My upstairs neighbor is fighting some demons of her own right now. Her husband is coming to terms with things from his past (which is the reason he drinks) and has been going to therapy for it. Right now is a dark time for him and for her though. For the first time my neighbor is forced to fight for something she wants, and it isn't easy for her. She has had the tendency to take to easy way out in the past. But she has a marriage she cares about, a husband she loves, and a son who needs her, and she can't take the easy way out and keep all that. I can give her advice and be a listener, but that's all I can do, she needs to sort this out herself. Otherwise if her marriage works or fails, she won't have learned a thing. She needs to be able to hold her head high and know that she did her best through it all. It's tough for some people to grow up, but she's trying!
This weekend I'm going to Long Island to visit my parents for mothers day. I'll be cooking dinner on Sunday for my mom. Princess is so happy to be going to see her grammy and grampy!
To all those people who's blogs I read, I will be back to normal come Monday, so I can catch up on all of your lives! To those who still came here even though my blog was pretty much non existent this past week, I thankyou! And I promise to actually start the weekly hair care post next week too.
Have a Happy Mothers Day everyone, even you fathers!

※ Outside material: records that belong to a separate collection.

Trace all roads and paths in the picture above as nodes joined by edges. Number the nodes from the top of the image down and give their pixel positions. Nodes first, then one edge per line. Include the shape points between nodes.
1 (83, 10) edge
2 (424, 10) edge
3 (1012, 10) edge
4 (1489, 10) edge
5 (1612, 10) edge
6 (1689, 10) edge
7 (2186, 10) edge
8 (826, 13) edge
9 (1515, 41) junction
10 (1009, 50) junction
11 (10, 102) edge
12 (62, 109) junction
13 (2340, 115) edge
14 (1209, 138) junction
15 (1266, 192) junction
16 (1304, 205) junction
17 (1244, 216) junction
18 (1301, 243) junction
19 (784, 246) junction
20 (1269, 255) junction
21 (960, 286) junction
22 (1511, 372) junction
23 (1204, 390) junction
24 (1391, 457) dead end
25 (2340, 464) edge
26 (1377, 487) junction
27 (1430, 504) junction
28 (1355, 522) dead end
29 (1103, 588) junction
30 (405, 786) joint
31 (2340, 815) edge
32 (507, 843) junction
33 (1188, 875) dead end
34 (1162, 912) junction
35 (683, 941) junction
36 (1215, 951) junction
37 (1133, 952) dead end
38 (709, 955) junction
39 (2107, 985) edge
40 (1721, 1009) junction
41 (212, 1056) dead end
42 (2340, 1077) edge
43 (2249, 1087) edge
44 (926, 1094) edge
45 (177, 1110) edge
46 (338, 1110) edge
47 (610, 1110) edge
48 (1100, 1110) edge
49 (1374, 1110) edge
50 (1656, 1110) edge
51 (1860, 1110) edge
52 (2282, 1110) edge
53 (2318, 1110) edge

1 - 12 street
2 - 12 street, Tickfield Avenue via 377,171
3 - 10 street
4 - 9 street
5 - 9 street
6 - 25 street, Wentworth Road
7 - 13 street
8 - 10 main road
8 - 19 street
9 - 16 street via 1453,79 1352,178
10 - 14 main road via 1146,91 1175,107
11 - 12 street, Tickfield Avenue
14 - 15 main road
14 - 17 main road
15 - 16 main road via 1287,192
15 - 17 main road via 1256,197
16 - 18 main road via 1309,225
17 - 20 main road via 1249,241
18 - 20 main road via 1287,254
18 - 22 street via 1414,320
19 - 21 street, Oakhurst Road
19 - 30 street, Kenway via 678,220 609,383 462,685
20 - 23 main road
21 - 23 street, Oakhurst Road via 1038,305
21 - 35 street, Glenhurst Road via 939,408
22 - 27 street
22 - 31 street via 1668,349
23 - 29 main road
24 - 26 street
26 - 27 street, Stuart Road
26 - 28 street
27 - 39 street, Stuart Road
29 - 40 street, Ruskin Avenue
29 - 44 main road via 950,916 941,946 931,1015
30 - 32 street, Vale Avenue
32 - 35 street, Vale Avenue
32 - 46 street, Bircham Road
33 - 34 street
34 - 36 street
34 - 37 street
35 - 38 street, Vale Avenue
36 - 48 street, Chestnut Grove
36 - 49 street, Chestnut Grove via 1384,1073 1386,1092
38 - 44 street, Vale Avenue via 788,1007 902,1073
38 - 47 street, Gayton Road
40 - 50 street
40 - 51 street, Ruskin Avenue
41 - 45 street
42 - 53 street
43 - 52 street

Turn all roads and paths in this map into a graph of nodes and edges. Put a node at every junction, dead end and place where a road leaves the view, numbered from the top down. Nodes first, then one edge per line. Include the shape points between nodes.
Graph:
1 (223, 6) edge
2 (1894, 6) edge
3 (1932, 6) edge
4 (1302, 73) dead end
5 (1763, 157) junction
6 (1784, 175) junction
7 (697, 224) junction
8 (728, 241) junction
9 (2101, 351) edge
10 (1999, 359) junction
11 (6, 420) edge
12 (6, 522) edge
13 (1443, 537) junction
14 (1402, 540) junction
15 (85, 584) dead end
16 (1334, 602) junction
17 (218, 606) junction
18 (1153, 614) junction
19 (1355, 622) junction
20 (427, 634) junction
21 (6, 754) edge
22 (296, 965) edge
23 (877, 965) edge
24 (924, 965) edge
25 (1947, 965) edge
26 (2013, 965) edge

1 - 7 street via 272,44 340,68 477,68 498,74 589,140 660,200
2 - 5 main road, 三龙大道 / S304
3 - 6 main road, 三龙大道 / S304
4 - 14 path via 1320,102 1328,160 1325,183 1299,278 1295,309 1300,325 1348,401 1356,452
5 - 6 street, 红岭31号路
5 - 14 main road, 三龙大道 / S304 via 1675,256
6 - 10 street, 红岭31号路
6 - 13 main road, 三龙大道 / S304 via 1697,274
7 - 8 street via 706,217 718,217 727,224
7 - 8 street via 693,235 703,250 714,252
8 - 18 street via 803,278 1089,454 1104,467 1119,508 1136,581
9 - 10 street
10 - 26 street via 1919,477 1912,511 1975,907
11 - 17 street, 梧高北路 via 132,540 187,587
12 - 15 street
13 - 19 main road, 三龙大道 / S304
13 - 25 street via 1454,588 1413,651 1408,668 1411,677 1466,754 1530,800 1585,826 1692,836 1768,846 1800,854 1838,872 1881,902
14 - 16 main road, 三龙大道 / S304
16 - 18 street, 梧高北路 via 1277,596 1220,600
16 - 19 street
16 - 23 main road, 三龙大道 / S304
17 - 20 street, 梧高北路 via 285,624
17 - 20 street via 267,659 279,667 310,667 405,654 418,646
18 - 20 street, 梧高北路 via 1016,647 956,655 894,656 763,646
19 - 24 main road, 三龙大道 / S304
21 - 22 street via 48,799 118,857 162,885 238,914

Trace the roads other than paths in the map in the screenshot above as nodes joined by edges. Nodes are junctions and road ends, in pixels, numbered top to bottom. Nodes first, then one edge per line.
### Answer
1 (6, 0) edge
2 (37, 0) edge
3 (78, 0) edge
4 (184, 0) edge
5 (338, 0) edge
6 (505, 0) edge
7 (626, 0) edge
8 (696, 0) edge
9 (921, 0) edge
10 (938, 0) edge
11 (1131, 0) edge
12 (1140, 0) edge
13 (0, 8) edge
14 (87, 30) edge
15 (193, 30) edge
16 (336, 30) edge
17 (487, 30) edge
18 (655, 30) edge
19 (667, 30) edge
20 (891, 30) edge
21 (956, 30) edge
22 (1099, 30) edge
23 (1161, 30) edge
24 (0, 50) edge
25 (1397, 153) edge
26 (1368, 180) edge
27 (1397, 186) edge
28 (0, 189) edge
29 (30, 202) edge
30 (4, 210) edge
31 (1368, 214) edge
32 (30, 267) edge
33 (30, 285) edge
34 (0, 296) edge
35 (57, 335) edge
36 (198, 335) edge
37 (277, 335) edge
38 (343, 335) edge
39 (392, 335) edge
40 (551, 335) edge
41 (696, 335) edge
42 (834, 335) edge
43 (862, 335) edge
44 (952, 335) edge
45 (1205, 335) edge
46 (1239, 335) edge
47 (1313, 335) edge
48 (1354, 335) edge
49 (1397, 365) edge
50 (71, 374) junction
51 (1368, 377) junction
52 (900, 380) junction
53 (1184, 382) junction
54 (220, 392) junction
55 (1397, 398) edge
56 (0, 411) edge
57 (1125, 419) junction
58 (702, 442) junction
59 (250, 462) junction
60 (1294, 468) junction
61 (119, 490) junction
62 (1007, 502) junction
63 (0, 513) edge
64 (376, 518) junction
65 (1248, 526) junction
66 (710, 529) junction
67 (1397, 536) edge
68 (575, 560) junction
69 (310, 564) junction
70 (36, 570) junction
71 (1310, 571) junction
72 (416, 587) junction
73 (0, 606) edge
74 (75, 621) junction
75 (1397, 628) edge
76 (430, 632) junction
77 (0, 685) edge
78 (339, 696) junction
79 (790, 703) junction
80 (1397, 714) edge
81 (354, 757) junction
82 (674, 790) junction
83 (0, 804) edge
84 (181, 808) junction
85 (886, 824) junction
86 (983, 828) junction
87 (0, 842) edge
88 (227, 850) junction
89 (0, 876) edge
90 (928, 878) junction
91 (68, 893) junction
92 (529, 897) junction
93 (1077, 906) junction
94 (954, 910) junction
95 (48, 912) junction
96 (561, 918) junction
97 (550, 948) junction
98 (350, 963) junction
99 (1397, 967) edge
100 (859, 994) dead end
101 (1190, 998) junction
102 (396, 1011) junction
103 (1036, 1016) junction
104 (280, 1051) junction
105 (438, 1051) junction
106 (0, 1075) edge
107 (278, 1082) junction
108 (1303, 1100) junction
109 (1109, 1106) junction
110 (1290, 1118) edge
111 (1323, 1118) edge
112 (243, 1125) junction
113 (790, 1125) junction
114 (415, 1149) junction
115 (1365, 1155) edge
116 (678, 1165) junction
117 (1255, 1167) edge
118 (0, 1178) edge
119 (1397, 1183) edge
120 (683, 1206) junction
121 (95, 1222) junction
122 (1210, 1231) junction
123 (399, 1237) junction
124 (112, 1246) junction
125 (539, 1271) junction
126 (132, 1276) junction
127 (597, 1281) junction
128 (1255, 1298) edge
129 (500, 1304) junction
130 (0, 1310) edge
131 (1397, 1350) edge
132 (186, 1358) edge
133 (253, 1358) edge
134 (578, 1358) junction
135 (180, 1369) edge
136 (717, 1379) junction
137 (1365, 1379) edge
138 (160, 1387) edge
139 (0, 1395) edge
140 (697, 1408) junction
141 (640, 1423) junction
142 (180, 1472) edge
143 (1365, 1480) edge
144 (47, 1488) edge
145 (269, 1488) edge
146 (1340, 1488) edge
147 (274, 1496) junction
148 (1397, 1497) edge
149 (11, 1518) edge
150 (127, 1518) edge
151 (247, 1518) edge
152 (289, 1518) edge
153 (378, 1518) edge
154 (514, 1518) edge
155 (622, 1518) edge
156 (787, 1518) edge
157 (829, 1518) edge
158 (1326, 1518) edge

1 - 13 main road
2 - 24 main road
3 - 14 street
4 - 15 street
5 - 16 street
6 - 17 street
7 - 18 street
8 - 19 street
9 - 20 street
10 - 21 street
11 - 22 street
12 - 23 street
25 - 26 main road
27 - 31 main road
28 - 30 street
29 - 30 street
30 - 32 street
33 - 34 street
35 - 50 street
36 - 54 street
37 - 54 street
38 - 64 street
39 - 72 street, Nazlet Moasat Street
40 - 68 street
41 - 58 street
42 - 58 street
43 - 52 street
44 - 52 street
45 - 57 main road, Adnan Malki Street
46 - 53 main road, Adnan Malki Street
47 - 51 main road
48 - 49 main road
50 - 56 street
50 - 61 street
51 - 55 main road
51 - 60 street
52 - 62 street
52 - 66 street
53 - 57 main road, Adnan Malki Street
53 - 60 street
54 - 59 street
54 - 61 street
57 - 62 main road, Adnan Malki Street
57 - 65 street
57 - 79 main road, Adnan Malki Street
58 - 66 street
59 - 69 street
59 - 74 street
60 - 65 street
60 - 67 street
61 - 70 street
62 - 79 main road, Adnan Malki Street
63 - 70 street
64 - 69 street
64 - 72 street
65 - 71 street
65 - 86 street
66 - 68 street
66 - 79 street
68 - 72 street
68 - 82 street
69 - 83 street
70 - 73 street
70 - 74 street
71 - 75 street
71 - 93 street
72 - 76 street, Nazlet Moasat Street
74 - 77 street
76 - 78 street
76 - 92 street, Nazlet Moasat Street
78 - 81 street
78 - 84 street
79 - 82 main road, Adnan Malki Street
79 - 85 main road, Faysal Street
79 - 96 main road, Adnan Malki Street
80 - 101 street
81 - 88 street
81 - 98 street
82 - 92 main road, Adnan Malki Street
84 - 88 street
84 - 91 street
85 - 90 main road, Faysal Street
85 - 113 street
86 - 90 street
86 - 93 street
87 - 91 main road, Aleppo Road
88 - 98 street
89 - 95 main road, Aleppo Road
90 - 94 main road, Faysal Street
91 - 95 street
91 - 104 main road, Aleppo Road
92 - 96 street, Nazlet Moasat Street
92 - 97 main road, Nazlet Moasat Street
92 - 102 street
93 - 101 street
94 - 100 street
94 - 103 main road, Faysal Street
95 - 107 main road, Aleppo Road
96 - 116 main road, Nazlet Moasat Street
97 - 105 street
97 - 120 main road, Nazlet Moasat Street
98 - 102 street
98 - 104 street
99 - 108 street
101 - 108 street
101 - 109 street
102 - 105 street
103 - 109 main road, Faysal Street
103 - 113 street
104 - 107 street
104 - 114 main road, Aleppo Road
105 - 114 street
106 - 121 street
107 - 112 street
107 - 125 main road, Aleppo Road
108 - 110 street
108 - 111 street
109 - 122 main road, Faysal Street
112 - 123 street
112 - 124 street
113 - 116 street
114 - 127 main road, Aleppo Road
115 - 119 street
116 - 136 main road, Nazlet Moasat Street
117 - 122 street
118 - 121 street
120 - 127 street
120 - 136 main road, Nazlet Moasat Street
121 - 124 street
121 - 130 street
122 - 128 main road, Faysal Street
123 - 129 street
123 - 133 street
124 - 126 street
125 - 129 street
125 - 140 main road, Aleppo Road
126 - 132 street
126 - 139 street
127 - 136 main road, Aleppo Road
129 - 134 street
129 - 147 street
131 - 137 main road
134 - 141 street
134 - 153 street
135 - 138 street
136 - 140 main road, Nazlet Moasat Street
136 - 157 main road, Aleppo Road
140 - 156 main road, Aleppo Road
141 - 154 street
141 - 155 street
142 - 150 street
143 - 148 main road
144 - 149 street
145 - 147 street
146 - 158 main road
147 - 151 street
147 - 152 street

• Posted By Crazy Single Mom @ 12:00 AM
Wednesday, May 04, 2005

ugh a virus!


No I haven't dropped off the face of the earth, I've been combatting a computer virus, I scanned, found it, tried to delete it through Norton anti virus, couldn't do that, found the route program in explore, tried to delete it that way, it's still there, because access to the program was denied. Anyone out there have an idea how to get rid of it??? Please???